§ **Task to complete**
Please copy the last part of the entries exactly: the line that has "with us at</text>" and every line up to and including the end, nothing more.

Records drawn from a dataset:
════════════════

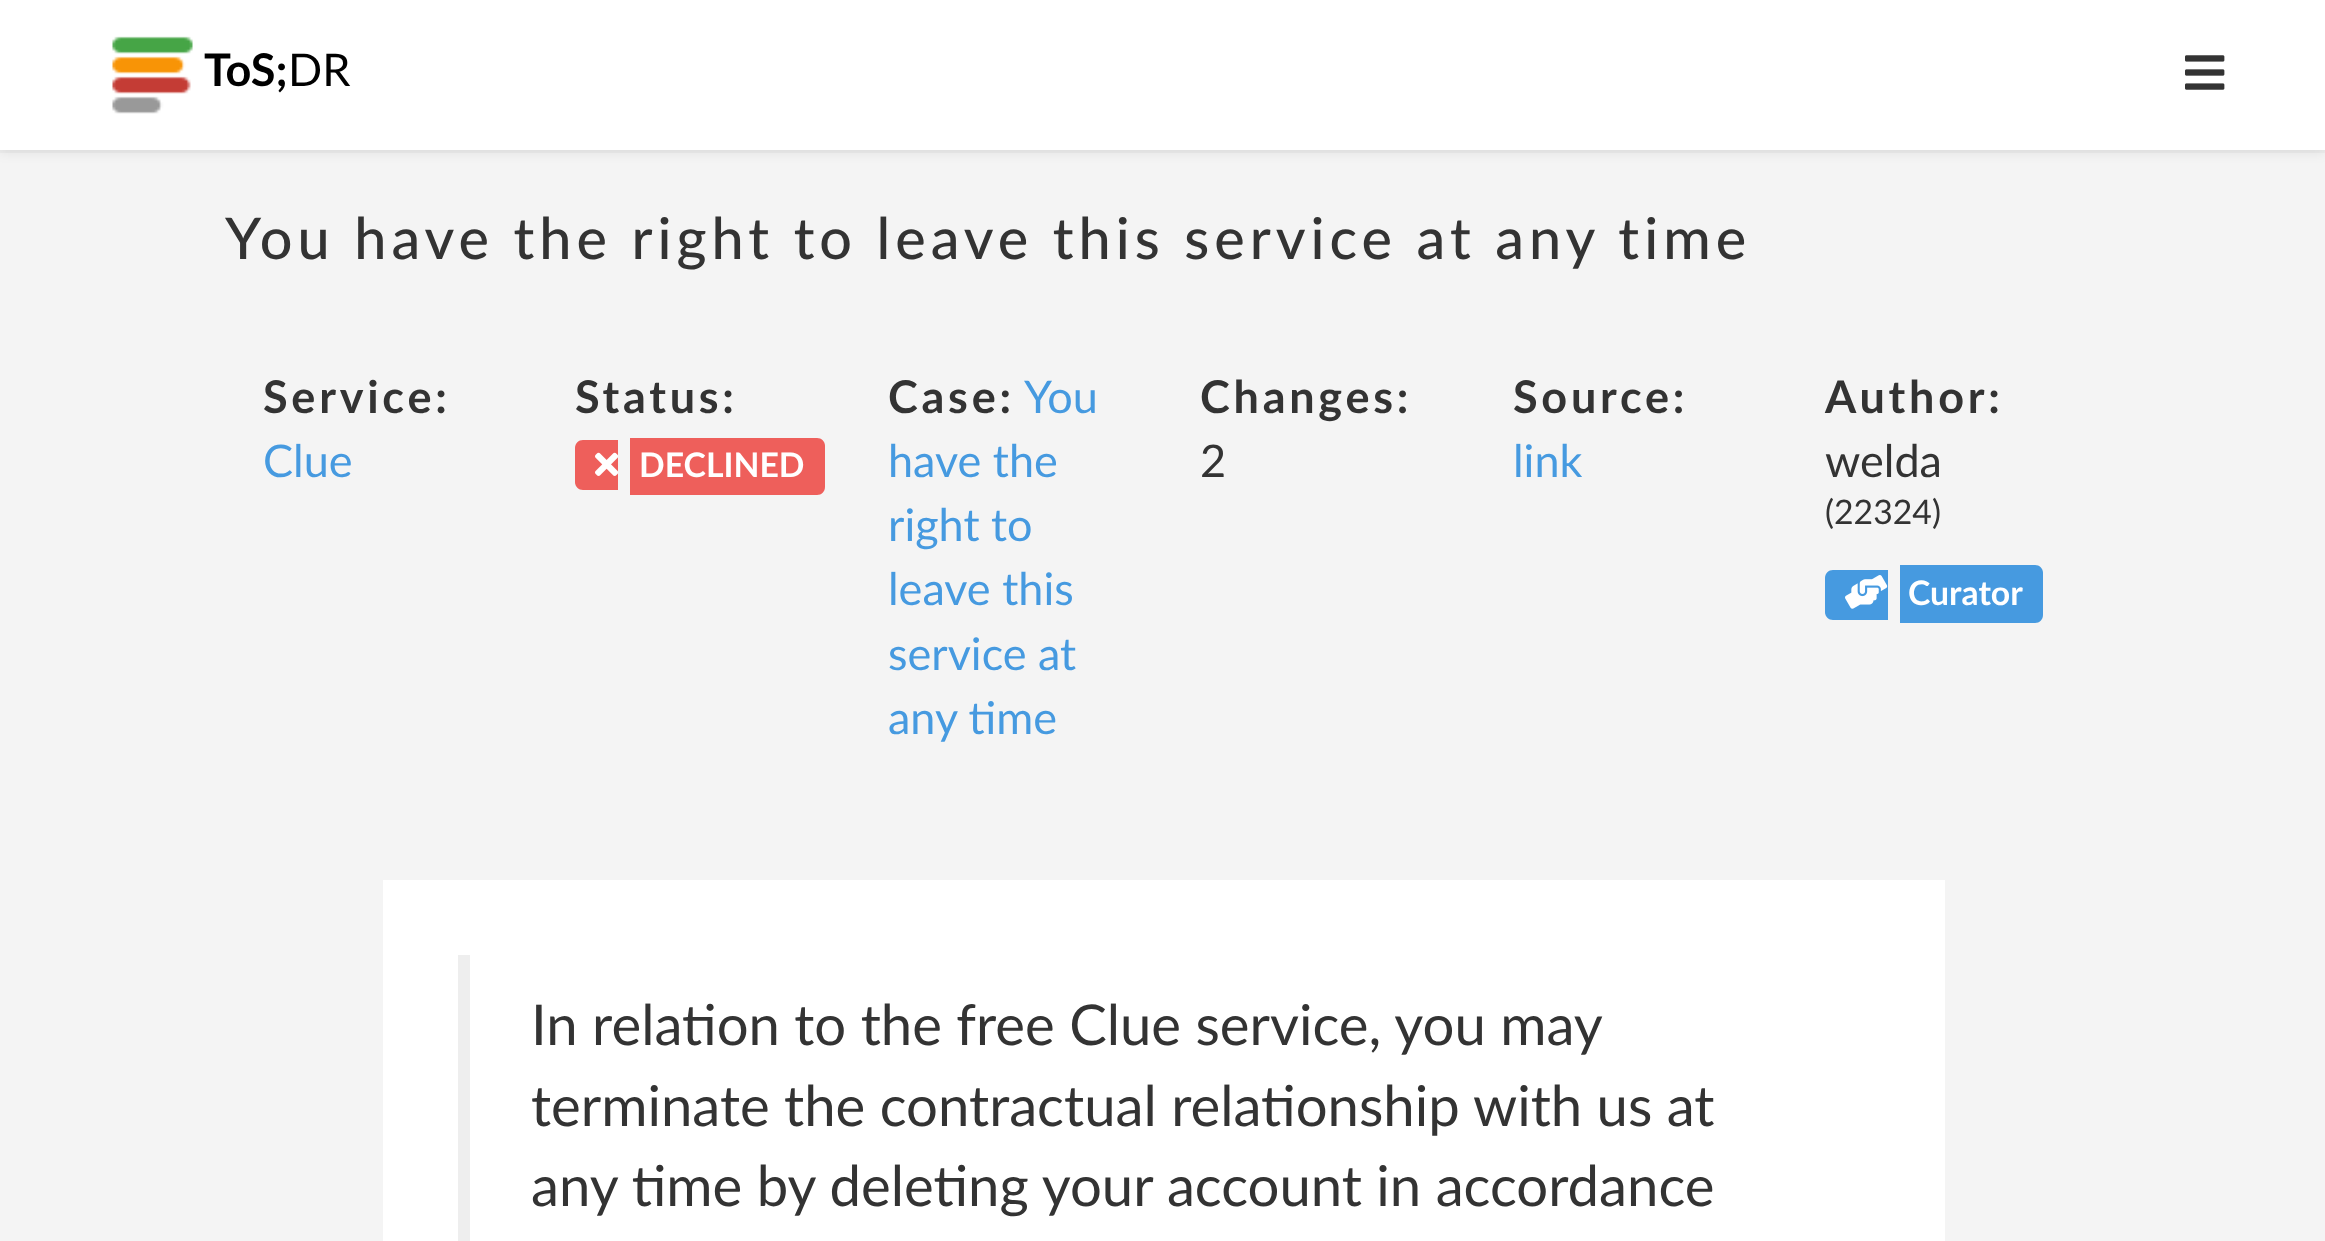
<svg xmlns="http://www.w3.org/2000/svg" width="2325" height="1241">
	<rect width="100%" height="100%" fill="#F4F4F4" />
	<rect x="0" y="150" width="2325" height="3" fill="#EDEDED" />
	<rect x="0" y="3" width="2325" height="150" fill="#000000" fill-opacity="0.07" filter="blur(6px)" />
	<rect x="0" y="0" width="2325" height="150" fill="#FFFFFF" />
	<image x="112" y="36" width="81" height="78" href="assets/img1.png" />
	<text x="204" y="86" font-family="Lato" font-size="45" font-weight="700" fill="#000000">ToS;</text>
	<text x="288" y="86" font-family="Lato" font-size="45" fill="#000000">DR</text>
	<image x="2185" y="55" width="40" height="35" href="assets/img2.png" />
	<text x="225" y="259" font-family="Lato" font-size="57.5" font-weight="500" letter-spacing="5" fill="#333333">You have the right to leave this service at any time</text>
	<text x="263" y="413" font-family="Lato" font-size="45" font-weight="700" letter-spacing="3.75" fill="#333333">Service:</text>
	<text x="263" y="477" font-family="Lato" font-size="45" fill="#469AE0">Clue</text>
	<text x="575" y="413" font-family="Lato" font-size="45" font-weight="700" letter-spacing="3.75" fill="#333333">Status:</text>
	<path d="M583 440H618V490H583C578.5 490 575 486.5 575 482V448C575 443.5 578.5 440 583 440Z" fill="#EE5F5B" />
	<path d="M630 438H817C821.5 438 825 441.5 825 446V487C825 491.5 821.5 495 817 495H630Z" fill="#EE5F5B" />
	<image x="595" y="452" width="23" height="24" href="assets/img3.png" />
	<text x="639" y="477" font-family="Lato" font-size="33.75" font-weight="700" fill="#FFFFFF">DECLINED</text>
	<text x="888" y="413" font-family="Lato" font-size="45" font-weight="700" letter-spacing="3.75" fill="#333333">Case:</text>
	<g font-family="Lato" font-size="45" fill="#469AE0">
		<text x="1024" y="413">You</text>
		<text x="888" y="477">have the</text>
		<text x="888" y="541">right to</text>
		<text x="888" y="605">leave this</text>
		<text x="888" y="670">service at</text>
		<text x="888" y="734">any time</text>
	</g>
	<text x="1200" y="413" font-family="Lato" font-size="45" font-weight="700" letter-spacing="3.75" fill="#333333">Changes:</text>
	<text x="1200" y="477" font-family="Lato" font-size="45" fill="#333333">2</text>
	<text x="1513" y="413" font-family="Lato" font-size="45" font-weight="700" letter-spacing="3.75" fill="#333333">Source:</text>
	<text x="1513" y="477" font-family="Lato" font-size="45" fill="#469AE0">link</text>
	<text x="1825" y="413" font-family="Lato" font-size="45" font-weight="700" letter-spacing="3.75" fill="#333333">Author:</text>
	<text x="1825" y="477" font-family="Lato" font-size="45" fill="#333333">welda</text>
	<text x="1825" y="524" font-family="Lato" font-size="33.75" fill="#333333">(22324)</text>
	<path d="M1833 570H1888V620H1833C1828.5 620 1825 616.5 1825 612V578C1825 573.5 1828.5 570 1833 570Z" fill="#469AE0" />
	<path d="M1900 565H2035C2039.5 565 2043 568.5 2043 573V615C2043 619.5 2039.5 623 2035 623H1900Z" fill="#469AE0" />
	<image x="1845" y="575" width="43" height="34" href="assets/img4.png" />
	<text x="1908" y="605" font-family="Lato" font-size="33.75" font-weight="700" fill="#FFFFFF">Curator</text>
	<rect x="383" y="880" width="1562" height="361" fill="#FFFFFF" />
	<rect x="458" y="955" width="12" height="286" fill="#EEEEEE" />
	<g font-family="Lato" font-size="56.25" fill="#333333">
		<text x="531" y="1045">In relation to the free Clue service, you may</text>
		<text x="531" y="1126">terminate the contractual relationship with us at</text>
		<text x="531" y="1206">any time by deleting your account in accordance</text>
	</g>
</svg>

════════════════

§ **Response area**
		<text x="531" y="1126">terminate the contractual relationship with us at</text>
		<text x="531" y="1206">any time by deleting your account in accordance</text>
	</g>
</svg>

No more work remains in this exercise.